◆ **Saved entries**
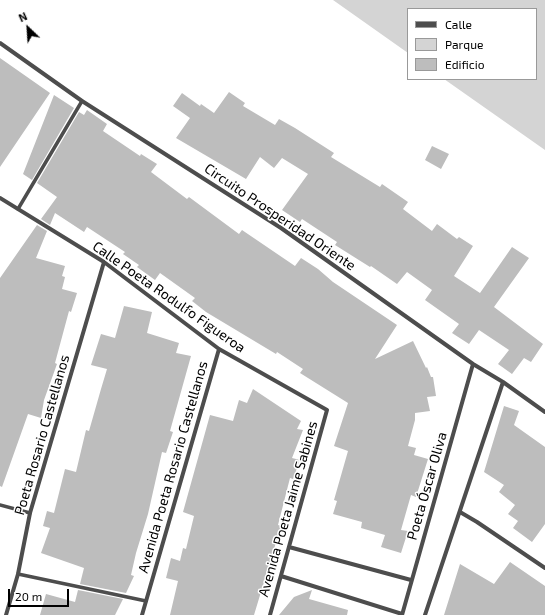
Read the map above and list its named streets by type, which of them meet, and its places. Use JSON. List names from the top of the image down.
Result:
{
  "streets": {
    "street": [
      "Circuito Prosperidad Oriente",
      "Calle Poeta Rodulfo Figueroa",
      "Poeta Rosario Castellanos",
      "Avenida Poeta Rosario Castellanos",
      "Poeta Óscar Oliva",
      "Avenida Poeta Jaime Sabines"
    ]
  },
  "crossings": [
    ["Circuito Prosperidad Oriente", "Poeta Óscar Oliva"],
    ["Calle Poeta Rodulfo Figueroa", "Poeta Rosario Castellanos"],
    ["Calle Poeta Rodulfo Figueroa", "Avenida Poeta Rosario Castellanos"],
    ["Calle Poeta Rodulfo Figueroa", "Avenida Poeta Jaime Sabines"]
  ],
  "legend": ["Calle", "Parque", "Edificio"],
  "scale_bar": "20 m",
  "north": "top left"
}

◆ **Activity**
Write the lines above out again exactly, without any of their pictures.

◆ **Answer for this exercise**
Read the map above and list its named streets by type, which of them meet, and its places. Use JSON. List names from the top of the image down.
Result:
{
  "streets": {
    "street": [
      "Circuito Prosperidad Oriente",
      "Calle Poeta Rodulfo Figueroa",
      "Poeta Rosario Castellanos",
      "Avenida Poeta Rosario Castellanos",
      "Poeta Óscar Oliva",
      "Avenida Poeta Jaime Sabines"
    ]
  },
  "crossings": [
    ["Circuito Prosperidad Oriente", "Poeta Óscar Oliva"],
    ["Calle Poeta Rodulfo Figueroa", "Poeta Rosario Castellanos"],
    ["Calle Poeta Rodulfo Figueroa", "Avenida Poeta Rosario Castellanos"],
    ["Calle Poeta Rodulfo Figueroa", "Avenida Poeta Jaime Sabines"]
  ],
  "legend": ["Calle", "Parque", "Edificio"],
  "scale_bar": "20 m",
  "north": "top left"
}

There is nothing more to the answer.